Problem to work on>
Would you return every entry below exactly as written, without its images?

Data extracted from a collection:
<<<<

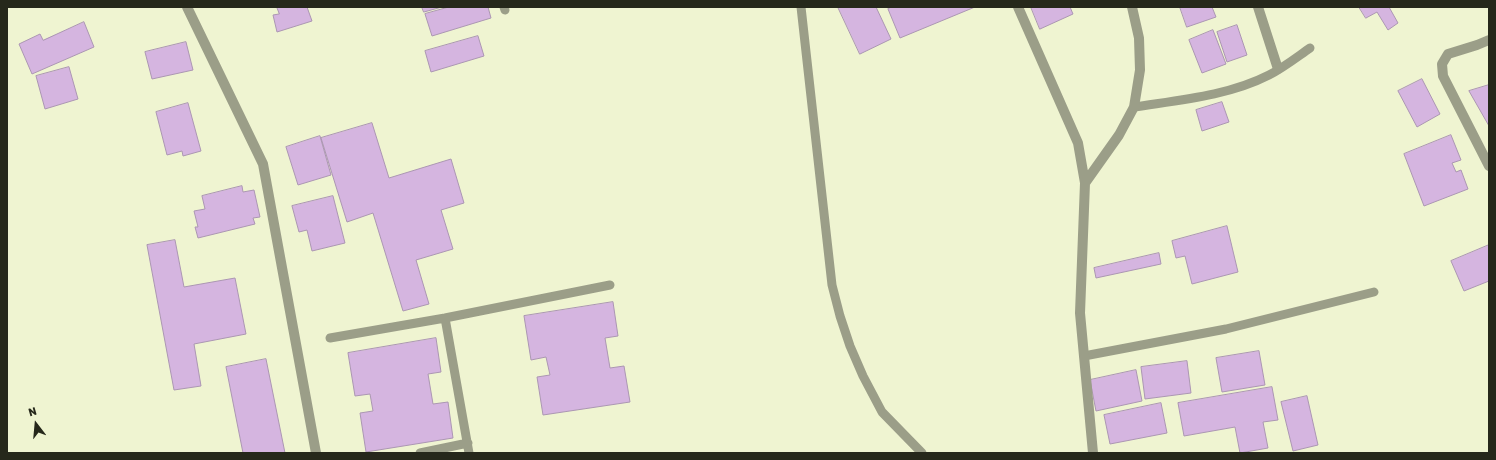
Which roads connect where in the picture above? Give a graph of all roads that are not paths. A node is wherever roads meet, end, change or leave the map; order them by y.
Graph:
1 (187, 7) edge
2 (801, 7) edge
3 (1018, 7) edge
4 (1132, 7) edge
5 (1258, 7) edge
6 (1489, 40) edge
7 (1310, 48) dead end
8 (1278, 69) junction
9 (1134, 108) junction
10 (1489, 166) edge
11 (1085, 183) junction
12 (610, 285) dead end
13 (1374, 292) dead end
14 (445, 318) junction
15 (330, 338) dead end
16 (1084, 356) junction
17 (468, 443) junction
18 (316, 453) edge
19 (420, 453) edge
20 (470, 453) edge
21 (922, 453) edge
22 (1093, 453) edge

1 - 18 street
2 - 21 lane
3 - 11 street
4 - 9 street
5 - 8 street
6 - 10 street
7 - 8 lane
8 - 9 lane
9 - 11 street
11 - 16 street
12 - 14 lane
13 - 16 lane
14 - 15 lane
14 - 17 lane
16 - 22 street
17 - 19 lane
17 - 20 lane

>>>>

Answer below>
Which roads connect where in the picture above? Give a graph of all roads that are not paths. A node is wherever roads meet, end, change or leave the map; order them by y.
Graph:
1 (187, 7) edge
2 (801, 7) edge
3 (1018, 7) edge
4 (1132, 7) edge
5 (1258, 7) edge
6 (1489, 40) edge
7 (1310, 48) dead end
8 (1278, 69) junction
9 (1134, 108) junction
10 (1489, 166) edge
11 (1085, 183) junction
12 (610, 285) dead end
13 (1374, 292) dead end
14 (445, 318) junction
15 (330, 338) dead end
16 (1084, 356) junction
17 (468, 443) junction
18 (316, 453) edge
19 (420, 453) edge
20 (470, 453) edge
21 (922, 453) edge
22 (1093, 453) edge

1 - 18 street
2 - 21 lane
3 - 11 street
4 - 9 street
5 - 8 street
6 - 10 street
7 - 8 lane
8 - 9 lane
9 - 11 street
11 - 16 street
12 - 14 lane
13 - 16 lane
14 - 15 lane
14 - 17 lane
16 - 22 street
17 - 19 lane
17 - 20 lane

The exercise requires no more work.